StarTrailCUDA: GPU-Accelerated Rendering of Night-Sky Star Trails Video - Final Report

Team Members: Zijun Yang <[email protected]> and Jiache Zhang <[email protected]>

Project Home Page: https://blog.zjyang.dev/StarTrailCUDA/

image-20251117192727072

https://www.bilibili.com/video/BV1Q64y1a7FE/?share_source=copy_web&vd_source=248bf19a901960bb7bbfb1705c664b9c&t=79

NOTICE: Most videos on this page are in 4K. If you notice any aliasing, viewing it in full screen usually helps.

SUMMARY

StarTrailCUDA is a GPU-accelerated system for generating night-sky star trail videos from real-time astronomical footage. We developed three rendering algorithms, with LINEARAPPROX approximating a sliding-window linear fade using only the previous frame, achieving a 7.4x speedup over the naive linear algorithm. We then built and optimized a fully pipelined CUDA implementation, adding hardware-accelerated video codecs, zero-copy memory transfers, and a buffer pool to eliminate per-frame allocations. Our final system achieves a 433x speedup over the CPU baseline, processing a 4K 15-second video in 2.6 seconds on an AWS EC2 g4dn.xlarge instance with an NVIDIA T4 GPU.

BACKGROUND

This section is broken down into four main components: a description of the system's input and output formats, an analysis of the key computational challenges, an examination of dependencies and parallelism within the workload, and a high-level overview of the developed algorithms and implementations.

INPUT AND OUTPUT

Our source material is a high-quality all-night sky recording (non-time-lapse) from YouTube (video source: <https://www.youtube.com/watch?v=Bbp1-p2FoXU>). This video provides excellent clarity and resolution (3840×2160), making it ideal for rendering star trail videos. The original video is quite long and we pick the first 15s (30fps, 450 frames) as our test input video. The output of our system is a processed 4K 15s video with H.264 encoding that presents the star trail visual effect.

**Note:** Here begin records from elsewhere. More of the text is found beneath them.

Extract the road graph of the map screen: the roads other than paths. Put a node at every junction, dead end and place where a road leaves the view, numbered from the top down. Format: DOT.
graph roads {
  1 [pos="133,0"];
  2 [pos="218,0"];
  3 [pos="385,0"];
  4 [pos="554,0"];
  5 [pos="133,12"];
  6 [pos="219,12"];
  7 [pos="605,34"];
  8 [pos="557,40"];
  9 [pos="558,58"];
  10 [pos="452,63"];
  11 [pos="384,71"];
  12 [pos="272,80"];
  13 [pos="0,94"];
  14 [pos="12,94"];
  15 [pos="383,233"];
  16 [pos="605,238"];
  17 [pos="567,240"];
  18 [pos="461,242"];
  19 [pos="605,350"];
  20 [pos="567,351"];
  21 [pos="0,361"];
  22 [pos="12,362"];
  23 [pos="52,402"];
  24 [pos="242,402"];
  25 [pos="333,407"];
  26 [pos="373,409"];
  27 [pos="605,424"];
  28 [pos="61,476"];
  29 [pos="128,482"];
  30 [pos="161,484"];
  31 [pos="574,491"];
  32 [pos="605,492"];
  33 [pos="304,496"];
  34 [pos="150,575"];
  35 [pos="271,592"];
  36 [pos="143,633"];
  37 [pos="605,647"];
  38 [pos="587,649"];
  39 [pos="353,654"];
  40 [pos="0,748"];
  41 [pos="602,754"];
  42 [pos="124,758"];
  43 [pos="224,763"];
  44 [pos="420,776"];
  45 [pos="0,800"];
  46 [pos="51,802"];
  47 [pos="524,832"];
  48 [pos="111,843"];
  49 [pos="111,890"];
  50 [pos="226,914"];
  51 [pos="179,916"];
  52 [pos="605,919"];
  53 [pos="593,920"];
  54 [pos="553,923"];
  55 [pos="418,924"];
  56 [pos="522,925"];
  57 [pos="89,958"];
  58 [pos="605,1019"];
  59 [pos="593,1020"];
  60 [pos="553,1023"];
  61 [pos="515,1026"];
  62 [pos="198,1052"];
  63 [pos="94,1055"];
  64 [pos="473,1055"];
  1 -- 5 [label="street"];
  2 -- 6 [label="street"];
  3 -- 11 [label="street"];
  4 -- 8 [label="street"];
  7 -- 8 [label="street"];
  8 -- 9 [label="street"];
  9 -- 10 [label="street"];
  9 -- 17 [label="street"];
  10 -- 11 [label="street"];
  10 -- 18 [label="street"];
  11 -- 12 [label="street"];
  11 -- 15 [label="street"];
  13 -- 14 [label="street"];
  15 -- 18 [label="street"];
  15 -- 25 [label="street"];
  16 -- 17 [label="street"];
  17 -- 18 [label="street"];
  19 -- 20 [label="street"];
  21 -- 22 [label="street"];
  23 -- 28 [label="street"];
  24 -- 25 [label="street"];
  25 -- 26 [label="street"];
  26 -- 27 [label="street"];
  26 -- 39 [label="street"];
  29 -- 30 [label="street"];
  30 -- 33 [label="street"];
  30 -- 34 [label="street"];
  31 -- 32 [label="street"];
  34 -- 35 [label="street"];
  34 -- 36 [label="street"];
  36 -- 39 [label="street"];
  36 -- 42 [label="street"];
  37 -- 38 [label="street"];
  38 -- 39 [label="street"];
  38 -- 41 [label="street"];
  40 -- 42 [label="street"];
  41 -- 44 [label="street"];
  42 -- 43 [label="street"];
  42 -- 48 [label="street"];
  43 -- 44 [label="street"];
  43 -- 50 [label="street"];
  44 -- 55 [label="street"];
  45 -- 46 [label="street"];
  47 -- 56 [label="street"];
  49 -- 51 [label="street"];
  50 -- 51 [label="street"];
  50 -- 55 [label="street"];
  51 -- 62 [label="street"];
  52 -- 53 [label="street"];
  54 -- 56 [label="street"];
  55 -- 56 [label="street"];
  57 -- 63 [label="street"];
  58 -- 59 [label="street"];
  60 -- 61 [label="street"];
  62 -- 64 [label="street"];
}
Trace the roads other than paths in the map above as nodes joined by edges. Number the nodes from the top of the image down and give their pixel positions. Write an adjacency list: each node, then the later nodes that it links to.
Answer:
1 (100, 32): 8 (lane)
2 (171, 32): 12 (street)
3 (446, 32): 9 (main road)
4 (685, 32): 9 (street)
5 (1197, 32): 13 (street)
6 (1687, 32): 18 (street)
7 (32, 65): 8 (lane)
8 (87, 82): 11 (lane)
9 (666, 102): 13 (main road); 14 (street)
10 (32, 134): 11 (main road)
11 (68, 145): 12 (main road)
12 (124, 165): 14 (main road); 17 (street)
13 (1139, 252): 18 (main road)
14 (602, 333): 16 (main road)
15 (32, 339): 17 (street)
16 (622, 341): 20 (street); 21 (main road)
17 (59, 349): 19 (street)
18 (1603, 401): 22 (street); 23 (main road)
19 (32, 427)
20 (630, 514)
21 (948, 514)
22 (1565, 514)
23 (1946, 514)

Test video from Drew Cotten: https://www.youtube.com/watch?v=Bbp1-p2FoXU

We considered alternative sources, particularly examining the database at <https://data.phys.ucalgary.ca/>, which contains comprehensive continuous nighttime recordings from observatories worldwide over recent years. While this database offers extensive and complete data, it presents a significant limitation: the cameras are primarily scientific instruments designed for research purposes rather than high-quality cinematography, resulting in insufficient clarity for star trail rendering. Therefore, we opted for clear videos recorded by amateur astronomy enthusiasts.

VIDEO VS. IMAGE FORMAT CONSIDERATION

Theoretically, using video files versus collections of individual images as source media would yield equivalent results. However, storing media in image format requires prohibitively large storage space. Our test video, when stored as an MP4 file, occupies 101.77MB. When each frame of this video is saved in PNG format, the total storage requirement reaches 18GB; even with JPEG compression, it still requires 3.6GB. This storage demand is unacceptable for development and testing environments with limited storage capacity (for example, GHC servers impose a 2GB storage limit per user, insufficient for image-format media storage). Mounting remote storage would introduce additional I/O overhead.

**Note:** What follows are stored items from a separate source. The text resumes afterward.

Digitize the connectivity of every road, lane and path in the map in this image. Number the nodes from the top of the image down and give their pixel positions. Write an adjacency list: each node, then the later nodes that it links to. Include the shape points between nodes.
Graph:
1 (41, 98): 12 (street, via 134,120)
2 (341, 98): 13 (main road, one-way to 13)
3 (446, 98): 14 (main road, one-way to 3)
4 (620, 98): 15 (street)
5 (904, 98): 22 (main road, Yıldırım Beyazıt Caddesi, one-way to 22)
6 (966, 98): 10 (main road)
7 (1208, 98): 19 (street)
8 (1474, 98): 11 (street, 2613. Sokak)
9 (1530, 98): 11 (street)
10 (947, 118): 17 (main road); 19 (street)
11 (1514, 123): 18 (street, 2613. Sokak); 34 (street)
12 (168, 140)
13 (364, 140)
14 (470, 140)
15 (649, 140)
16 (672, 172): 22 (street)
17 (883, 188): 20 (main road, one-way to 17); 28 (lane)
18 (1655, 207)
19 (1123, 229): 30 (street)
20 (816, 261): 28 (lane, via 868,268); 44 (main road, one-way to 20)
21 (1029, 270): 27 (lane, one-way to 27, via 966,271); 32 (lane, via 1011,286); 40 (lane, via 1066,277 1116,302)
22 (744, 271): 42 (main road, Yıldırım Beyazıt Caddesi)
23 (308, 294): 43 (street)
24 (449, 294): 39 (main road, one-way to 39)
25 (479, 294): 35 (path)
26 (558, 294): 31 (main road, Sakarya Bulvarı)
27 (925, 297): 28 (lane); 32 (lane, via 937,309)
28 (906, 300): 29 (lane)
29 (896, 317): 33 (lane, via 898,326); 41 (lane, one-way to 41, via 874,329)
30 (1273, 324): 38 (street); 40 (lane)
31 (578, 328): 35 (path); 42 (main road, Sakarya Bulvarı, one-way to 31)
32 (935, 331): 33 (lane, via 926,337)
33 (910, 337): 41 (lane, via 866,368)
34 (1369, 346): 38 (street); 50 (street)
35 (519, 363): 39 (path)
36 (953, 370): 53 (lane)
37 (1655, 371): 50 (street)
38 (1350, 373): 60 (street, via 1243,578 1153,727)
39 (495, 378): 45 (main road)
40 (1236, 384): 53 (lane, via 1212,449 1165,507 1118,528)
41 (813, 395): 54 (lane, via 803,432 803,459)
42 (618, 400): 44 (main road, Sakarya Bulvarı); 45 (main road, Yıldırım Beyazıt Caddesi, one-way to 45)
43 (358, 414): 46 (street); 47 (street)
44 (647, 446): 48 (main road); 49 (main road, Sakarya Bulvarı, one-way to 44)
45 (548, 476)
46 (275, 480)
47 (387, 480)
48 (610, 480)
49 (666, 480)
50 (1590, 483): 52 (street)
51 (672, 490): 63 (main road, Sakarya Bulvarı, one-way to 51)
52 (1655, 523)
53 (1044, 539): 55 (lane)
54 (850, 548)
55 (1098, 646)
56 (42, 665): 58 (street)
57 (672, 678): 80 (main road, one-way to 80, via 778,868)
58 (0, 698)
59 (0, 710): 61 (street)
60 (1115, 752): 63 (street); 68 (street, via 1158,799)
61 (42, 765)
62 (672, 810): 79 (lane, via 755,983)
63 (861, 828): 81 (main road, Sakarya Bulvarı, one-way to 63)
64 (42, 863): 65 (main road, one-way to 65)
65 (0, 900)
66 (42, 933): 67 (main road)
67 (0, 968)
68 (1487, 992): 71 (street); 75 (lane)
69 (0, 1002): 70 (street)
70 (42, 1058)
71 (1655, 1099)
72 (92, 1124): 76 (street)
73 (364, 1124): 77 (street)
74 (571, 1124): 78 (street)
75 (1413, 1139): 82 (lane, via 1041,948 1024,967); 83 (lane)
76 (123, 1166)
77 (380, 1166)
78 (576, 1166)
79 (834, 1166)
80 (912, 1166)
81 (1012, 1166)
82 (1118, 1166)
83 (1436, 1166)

Consequently, we decided to store and process source media in video format to minimize local storage requirements. Additionally, MP4-compressed video maintains sufficient quality without affecting final rendering results, eliminating the need for uncompressed video or image inputs.

COMPUTATIONAL CHALLENGES

The star trail rendering process involves three computationally intensive stages: decoding, rendering, and encoding. Decoding involves extracting raw video frames from compressed input formats. Rendering applies star trail algorithms to transform input frames into output frames with visual effects, requiring pixel-wise operations and potentially maintaining frame history. Encoding compresses the processed frames back into video format (H.264) for storage. Among these, the rendering stage is the most algorithmically expensive and benefits significantly from parallelization, while decoding and encoding also contribute substantial processing time, especially for high-res 4K video.

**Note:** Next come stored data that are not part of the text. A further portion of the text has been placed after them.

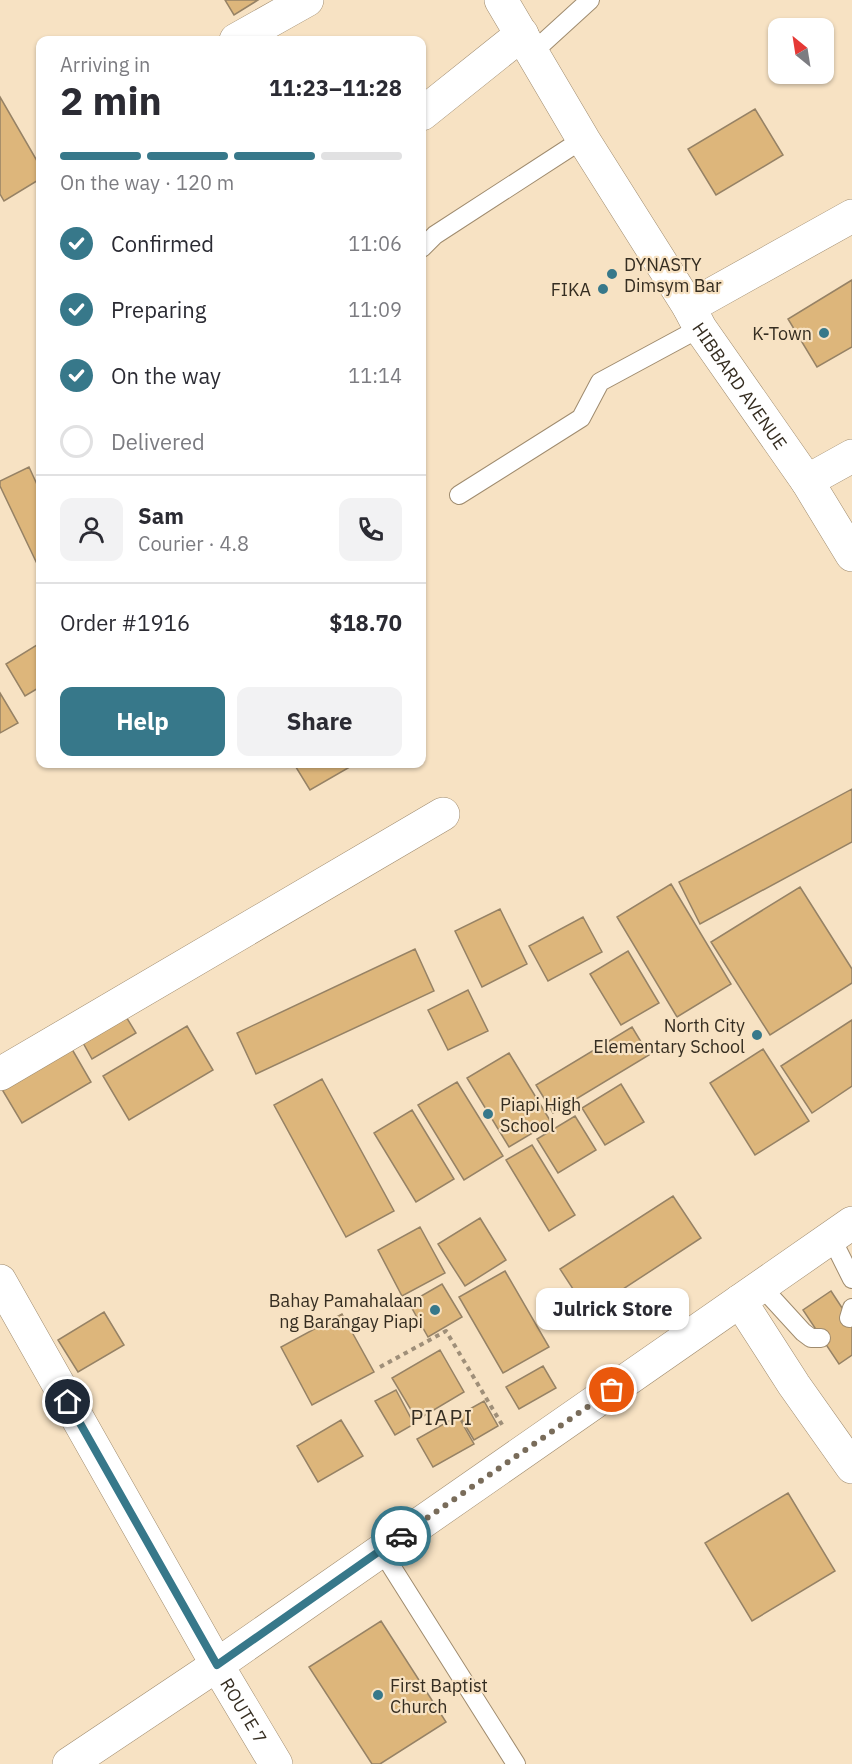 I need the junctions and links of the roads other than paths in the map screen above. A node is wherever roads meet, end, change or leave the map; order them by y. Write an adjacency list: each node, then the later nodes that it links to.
1 (307, 0): 4 (street)
2 (501, 0): 5 (street, HIBBARD AVENUE)
3 (590, 0): 5 (lane)
4 (243, 36)
5 (527, 43): 6 (street); 7 (street, HIBBARD AVENUE)
6 (426, 111)
7 (583, 139): 9 (lane); 10 (street, HIBBARD AVENUE)
8 (852, 216): 10 (street)
9 (426, 244)
10 (694, 317): 12 (street, HIBBARD AVENUE); 13 (lane)
11 (852, 456): 12 (street)
12 (807, 482): 14 (street, HIBBARD AVENUE)
13 (459, 495)
14 (852, 555)
15 (443, 814): 16 (street)
16 (0, 1074)
17 (842, 1230): 18 (lane); 20 (street)
18 (852, 1279)
19 (0, 1281): 24 (street, ROUTE 7)
20 (750, 1294): 21 (lane); 22 (street); 23 (street)
21 (821, 1338)
22 (852, 1467)
23 (381, 1550): 24 (street); 27 (lane)
24 (217, 1665): 25 (street); 26 (street, ROUTE 7)
25 (69, 1764)
26 (276, 1764)
27 (516, 1764)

DEPENDENCIES AND PARALLELISM

The processing pipeline exhibits several dependency patterns. The three main stages (decode → render → encode) form a sequential dependency chain where each stage depends on completion of the previous stage. Within the rendering stage, algorithm dependencies vary: some algorithms (like LINEAR) require access to multiple previous input frames, creating temporal dependencies, while others (like MAX) only need the previous output frame. At the pixel level, however, excellent parallelism exists: each output pixel can be computed independently from others within the same frame, providing substantial data-parallel opportunities. This pixel-level independence makes the rendering stage highly amenable to GPU acceleration.

ALGORITHM OVERVIEW

We developed multiple rendering algorithms (MAX, LINEAR, and LINEARAPPROX) to generate star trail effects, each with distinct computational patterns and visual outcomes. To accelerate the processing, we explored several implementation strategies ranging from a CPU-based baseline to a fully pipelined GPU-accelerated system. The details of these algorithms and implementations are discussed in the Approaches and Results section.

APPROACHES AND RESULTS

We divide this section into two parts: Rendering Algorithms, where we describe and analyze the computational approaches for generating star trails, and Implementations, where we detail the architectural evolution and optimization of our processing pipeline from a CPU-bound baseline to a fully parallelized GPU-accelerated system.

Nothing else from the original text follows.